Arts and Entertainment | Thu, 02/02/2012 - 11:42 am | Updated 10 weeks 6 days ago | Read 600 | Commented 0 | Emailed 0
Tags: art colony, ArtTown, Ewing, eye doctor, gallery, paintings

By Diccon Hyatt

Mabel Freda Williams has opened her own art gallery on Parkway Avenue in Ewing. (Staff photo by Diccon Hyatt.)

An eye doctor’s office may not the be the first place one would think to find an art gallery, but in a way, it makes sense. At least it did to Ewing optometrist Susan Bell, who is devoting a wing of her Parkway Avenue building to a small but growing art colony called ArtTown.

The first visual artist to take residence there is Mabel Freda Williams, a Ewing resident, who opened Freda’s gallery in September.

Williams’ gallery is filled with paintings that are untutored and deeply personal, inspired by events in the painter’s life. Few things were more inspirational to Freda, who has worked for the state for 25 years as an equal employment and affirmative action officer, than the 2008 election of President Barack Obama.

Greeting visitors is a painting of trees in autumn, arrayed to reveal a glowing light in the distance. That painting was a work created in a moment of pure joy for Williams when Obama was elected.

“I thought when I completed that painting that I could see the president coming up from the light to save this country,” she said.

Williams has no formal training in art, though she has been painting since age 9. Before she worked at the state, she was a human resources officer for U.S. Steel. All along though, she has found artistic release as a painter. And as she approaches retirement, Williams is beginning a second career as an artist.

Williams never imagined selling one of her paintings until 35 years ago. It was football–a hatred of football, specifically–that launched Williams’ career as a public artist.

“Years ago, my husband was a football fanatic,” she recalled. “I mean, football was his second love, I think. So every weekend, I knew where he would be. I used to get so annoyed because he was completely absorbed in football games … I couldn’t get his attention, so I went downstairs and started painting. I couldn’t stand football, so I did this scene that was like a mass of football players chasing this silly ball.”

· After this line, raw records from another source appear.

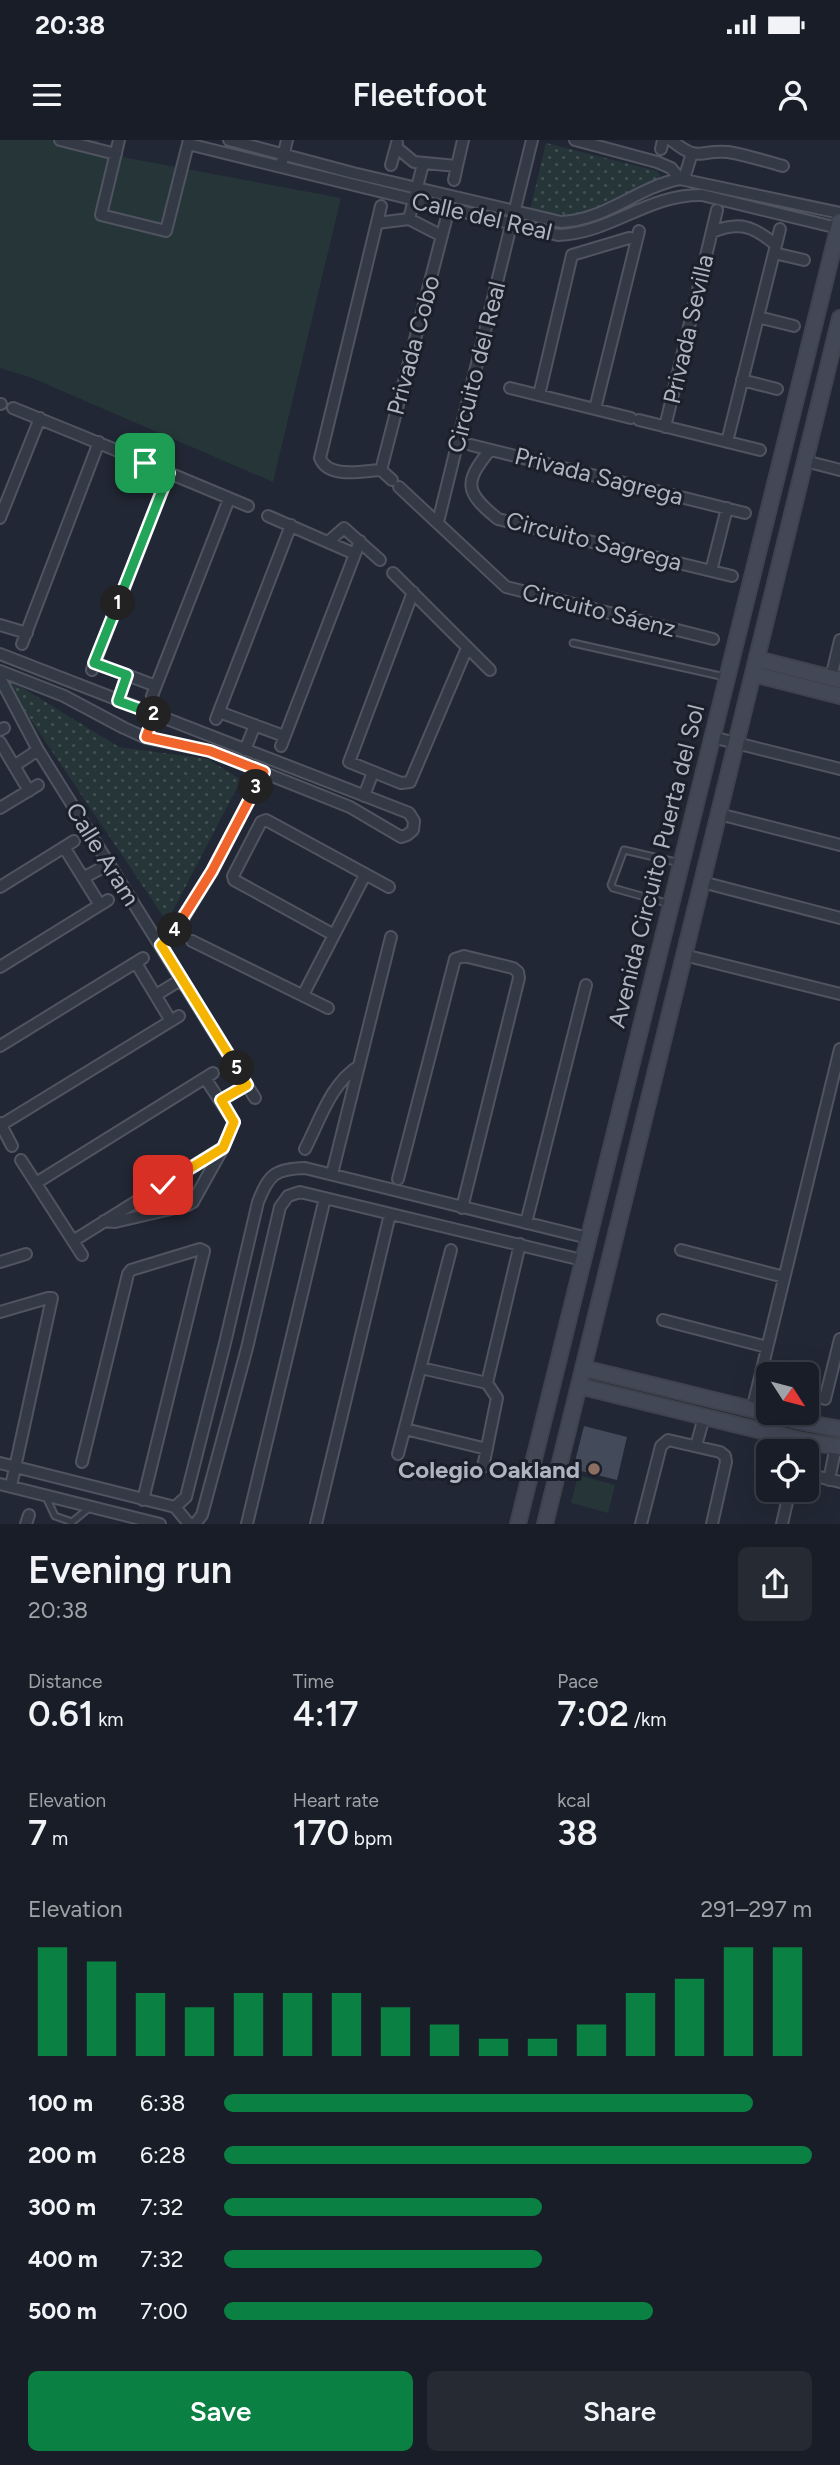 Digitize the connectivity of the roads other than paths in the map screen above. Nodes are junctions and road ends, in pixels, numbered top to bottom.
1 (61, 140) edge
2 (119, 140) edge
3 (229, 140) edge
4 (287, 140) edge
5 (463, 140) edge
6 (532, 140) edge
7 (575, 140) edge
8 (671, 140) edge
9 (729, 140) edge
10 (189, 142) edge
11 (397, 144) edge
12 (726, 152) junction
13 (692, 153) junction
14 (116, 154) junction
15 (284, 155) junction
16 (423, 164) junction
17 (391, 165) dead end
18 (457, 166) junction
19 (783, 166) dead end
20 (281, 167) junction
21 (352, 179) junction
22 (682, 179) junction
23 (454, 180) dead end
24 (415, 194) junction
25 (776, 199) junction
26 (381, 205) dead end
27 (802, 205) junction
28 (748, 206) junction
29 (717, 210) dead end
30 (514, 212) junction
31 (773, 212) junction
32 (409, 219) junction
33 (799, 219) junction
34 (446, 220) dead end
35 (839, 221) edge
36 (611, 222) junction
37 (377, 223) junction
38 (512, 224) junction
39 (745, 226) junction
40 (780, 229) dead end
41 (712, 232) junction
42 (442, 236) junction
43 (617, 242) junction
44 (775, 249) junction
45 (804, 260) dead end
46 (758, 317) junction
47 (840, 318) edge
48 (794, 326) dead end
49 (742, 380) junction
50 (510, 388) dead end
51 (777, 388) dead end
52 (539, 395) junction
53 (13, 408) dead end
54 (595, 409) junction
55 (40, 418) junction
56 (665, 426) junction
57 (99, 442) junction
58 (727, 442) junction
59 (471, 445) dead end
60 (490, 450) junction
61 (760, 450) dead end
62 (128, 455) dead end
63 (805, 461) junction
64 (145, 463) dead end
65 (380, 470) junction
66 (840, 470) edge
67 (169, 473) junction
68 (449, 474) junction
69 (470, 480) junction
70 (229, 499) junction
71 (248, 506) dead end
72 (727, 508) junction
73 (745, 513) dead end
74 (268, 516) dead end
75 (0, 518) edge
76 (438, 522) junction
77 (291, 525) junction
78 (360, 541) junction
79 (328, 542) junction
80 (355, 554) junction
81 (380, 560) dead end
82 (711, 571) junction
83 (393, 573) dead end
84 (732, 576) dead end
85 (413, 592) junction
86 (0, 626) edge
87 (27, 633) junction
88 (713, 639) dead end
89 (840, 640) edge
90 (573, 643) dead end
91 (22, 644) dead end
92 (467, 648) junction
93 (0, 654) edge
94 (755, 667) junction
95 (491, 670) dead end
96 (0, 671) edge
97 (127, 675) junction
98 (725, 677) junction
99 (0, 678) edge
100 (835, 679) edge
101 (840, 696) edge
102 (118, 701) junction
103 (134, 706) junction
104 (156, 715) junction
105 (255, 725) junction
106 (124, 728) junction
107 (146, 737) junction
108 (712, 737) junction
109 (0, 742) edge
110 (736, 743) junction
111 (38, 750) junction
112 (245, 750) junction
113 (14, 766) junction
114 (840, 769) edge
115 (264, 772) junction
116 (373, 772) junction
117 (363, 796) junction
118 (0, 808) edge
119 (719, 814) junction
120 (229, 839) junction
121 (840, 845) edge
122 (246, 849) junction
123 (680, 863) junction
124 (109, 864) junction
125 (365, 875) junction
126 (83, 877) junction
127 (702, 882) junction
128 (0, 887) edge
129 (389, 887) dead end
130 (670, 905) junction
131 (840, 918) edge
132 (334, 935) junction
133 (391, 937) dead end
134 (192, 941) dead end
135 (161, 945) junction
136 (684, 956) junction
137 (0, 967) edge
138 (182, 979) junction
139 (586, 985) dead end
140 (840, 994) edge
141 (156, 995) junction
142 (303, 995) junction
143 (328, 1008) dead end
144 (0, 1046) edge
145 (840, 1049) edge
146 (359, 1066) junction
147 (247, 1085) junction
148 (255, 1098) dead end
149 (221, 1100) junction
150 (1, 1124) edge
151 (12, 1146) dead end
152 (223, 1148) junction
153 (305, 1149) dead end
154 (22, 1160) dead end
155 (332, 1174) junction
156 (398, 1179) dead end
157 (36, 1183) junction
158 (325, 1198) junction
159 (462, 1208) junction
160 (390, 1214) junction
161 (104, 1221) junction
162 (526, 1223) junction
163 (588, 1238) junction
164 (73, 1241) junction
165 (520, 1244) junction
166 (451, 1250) dead end
167 (681, 1251) dead end
168 (26, 1254) dead end
169 (82, 1255) dead end
170 (582, 1260) junction
171 (0, 1262) edge
172 (784, 1277) junction
173 (0, 1312) edge
174 (663, 1320) dead end
175 (840, 1339) edge
176 (225, 1343) junction
177 (767, 1347) junction
178 (247, 1348) junction
179 (421, 1368) junction
180 (583, 1368) junction
181 (487, 1383) junction
182 (579, 1386) junction
183 (680, 1392) junction
184 (825, 1399) dead end
185 (676, 1410) junction
186 (752, 1410) junction
187 (704, 1417) junction
188 (405, 1429) junction
189 (840, 1429) edge
190 (696, 1446) junction
191 (838, 1446) edge
192 (486, 1449) junction
193 (398, 1454) dead end
194 (82, 1462) dead end
195 (0, 1463) edge
196 (15, 1467) junction
197 (483, 1467) dead end
198 (835, 1481) edge
199 (5, 1485) edge
200 (45, 1495) junction
201 (142, 1500) junction
202 (787, 1502) edge
203 (175, 1507) junction
204 (96, 1508) junction
205 (98, 1524) edge
206 (160, 1524) edge
207 (189, 1524) edge
208 (195, 1524) edge
209 (247, 1524) edge
210 (316, 1524) edge
211 (518, 1524) edge
212 (545, 1524) edge
213 (641, 1524) edge
214 (712, 1524) edge
215 (782, 1524) edge

1 - 14 street
2 - 14 street
3 - 15 street, Calle del Real
4 - 15 street
5 - 18 street
6 - 30 street, Circuito del Real
7 - 22 street
8 - 13 street
9 - 12 street
10 - 14 street
10 - 20 street, Calle del Real
11 - 16 street
11 - 17 street
12 - 13 street
12 - 19 street
13 - 22 street
15 - 20 street
15 - 21 street, Calle del Real
16 - 18 street
16 - 24 street
18 - 23 street
20 - 21 street, Calle del Real
21 - 24 street, Calle del Real
22 - 25 street
22 - 30 street, Calle del Real
24 - 30 street, Calle del Real
24 - 32 street
24 - 38 street, Calle del Real
25 - 27 street
25 - 31 street
26 - 37 street
27 - 33 street
27 - 35 street
28 - 31 street, Calle del Real
28 - 36 street, Calle del Real
28 - 39 street
29 - 41 street, Privada Sevilla
30 - 38 street, Circuito del Real
31 - 33 street, Calle del Real
32 - 37 street
32 - 42 street
33 - 35 street, Calle del Real
34 - 42 street, Privada Cobo
35 - 98 street, Avenida Circuito Puerta del Sol
36 - 38 street, Calle del Real
36 - 43 street
37 - 65 street
38 - 68 street, Circuito del Real
39 - 41 street, Privada Sevilla
39 - 44 street
40 - 44 street
41 - 56 street, Privada Sevilla
42 - 65 street, Privada Cobo
43 - 52 street
43 - 54 street
44 - 45 street
44 - 46 street
46 - 48 street
46 - 49 street
47 - 63 street, Avenida Circuito Puerta del Sol
49 - 51 street
49 - 58 street
50 - 52 street, Privada Sevilla
52 - 54 street, Privada Sevilla
53 - 55 street
54 - 56 street, Privada Sevilla
55 - 57 street
55 - 75 street
56 - 58 street, Privada Sevilla
57 - 62 street
57 - 87 street
58 - 61 street, Privada Sevilla
59 - 60 street, Privada Sagrega
60 - 69 street
60 - 72 street, Privada Sagrega
63 - 66 street
63 - 94 street, Avenida Circuito Puerta del Sol
64 - 67 street
65 - 76 street, Circuito Sáenz
67 - 70 street
67 - 97 street
68 - 69 street
68 - 76 street, Circuito del Real
69 - 82 street, Circuito Sagrega
70 - 71 street
70 - 97 street
72 - 73 street, Privada Sagrega
72 - 82 street
74 - 77 street
76 - 88 street, Circuito Sáenz
77 - 79 street
77 - 105 street
78 - 79 street
78 - 80 street
78 - 81 street
79 - 80 street
80 - 105 street
82 - 84 street, Circuito Sagrega
83 - 85 street
85 - 92 street
85 - 116 street
86 - 87 street
87 - 91 street
89 - 100 street
90 - 98 lane
92 - 95 street
92 - 116 street
93 - 102 street
94 - 100 street
94 - 101 street
94 - 110 street, Avenida Circuito Puerta del Sol
96 - 106 street
97 - 102 street
98 - 108 street, Avenida Circuito Puerta del Sol
99 - 111 street, Calle Aram
102 - 103 street
103 - 104 street
103 - 106 street
104 - 107 street
104 - 112 street
105 - 112 street
106 - 107 street
107 - 115 street
108 - 110 street
108 - 123 street, Avenida Circuito Puerta del Sol
109 - 113 street
110 - 114 street
110 - 119 street, Avenida Circuito Puerta del Sol
111 - 113 street
111 - 124 street, Calle Aram
112 - 117 street
113 - 118 street
115 - 117 street
115 - 120 street
116 - 117 street
119 - 121 street
119 - 127 street, Avenida Circuito Puerta del Sol
120 - 122 street
120 - 135 street
122 - 125 street
122 - 132 street
123 - 130 street, Avenida Circuito Puerta del Sol
123 - 130 lane
124 - 126 street
124 - 135 street, Calle Aram
125 - 129 street
125 - 132 street
126 - 128 street
126 - 137 street
127 - 131 street
127 - 136 street, Avenida Circuito Puerta del Sol
130 - 163 street, Avenida Circuito Puerta del Sol
132 - 142 street
133 - 146 street
134 - 142 street
135 - 138 street, Calle Aram
136 - 140 street
136 - 180 street, Avenida Circuito Puerta del Sol
138 - 141 street
138 - 147 street, Calle Aram
139 - 162 street
141 - 144 street
141 - 150 street
142 - 143 street
145 - 172 street
146 - 153 street
146 - 155 street
147 - 148 street, Calle Aram
147 - 149 street
149 - 152 street
149 - 157 street
150 - 151 street
152 - 161 street
152 - 161 street
154 - 157 street
155 - 159 street
155 - 176 street
156 - 159 street
157 - 164 street
158 - 160 street
158 - 178 street
158 - 209 street
159 - 162 street
160 - 165 street
160 - 210 street
161 - 164 street
162 - 163 street
163 - 170 street, Avenida Circuito Puerta del Sol
164 - 169 street
165 - 170 street
165 - 181 street
166 - 179 street
167 - 172 street
168 - 171 street
170 - 211 street, Avenida Circuito Puerta del Sol
172 - 177 street
173 - 196 street
174 - 177 street
175 - 184 street
176 - 178 street
176 - 203 street
177 - 186 street
178 - 208 street
179 - 181 street
179 - 188 street
180 - 182 street, Avenida Circuito Puerta del Sol
180 - 183 street
181 - 192 street
182 - 185 street
182 - 212 street, Avenida Circuito Puerta del Sol
183 - 185 street
183 - 186 street
185 - 187 street
186 - 189 street
187 - 190 street
187 - 191 street
188 - 192 street
188 - 193 street
190 - 213 street
190 - 214 street
191 - 198 street
192 - 197 street
194 - 201 street
195 - 196 street
196 - 199 street
196 - 201 street
199 - 200 street
200 - 204 street
200 - 204 lane
201 - 203 street
202 - 215 street
203 - 207 street
204 - 205 street
204 - 206 street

She had the painting framed. But as it turned out, her husband liked it, and took it to work to hang in his office. One of his co-workers liked it and offered her $100. Williams had sold her first painting, not to be her last.

Freda’s displays works Williams has done since 2000, and the walls are lined with her oil paintings, some of them abstract, some figurative. All are works of passion for Williams.

Though the gallery only has weekend hours now, since Williams works full time, she plans to open it for more hours when she retires.

“I’m excited to really live my passion, which is to paint and to enjoy art,” she said.

She first displayed her work in 2008 at the Mercer County Public Library Lawrence Branch and then the next year at the Ewing branch. The shows boosted her confidence and convinced her to follow the dream of opening an art gallery of her own.

Williams, who has one daughter, said she is looking forward to turning her self-expression into a second career.

Launching into the unknown has been a theme through Freda’s life, and one of the paintings in the gallery speaks to that impulse. The painting is called Parachute Hill. It is a view down a leafy street, with a red brick schoolhouse at the end.

Williams painted this scene from her memories of the small North Carolina town where she grew up.

“This is the school at the end of the road and what I thought at the time was a hill,” she said. “My brother-in-law had served in WWII and he had given me a present: a real parachute. And my family tells me I used to strap that parachute on, and go to the top of this hill and run down thinking that the parachute would open and I’d start flying.”

Only now does Williams feel like she’s finally taken off.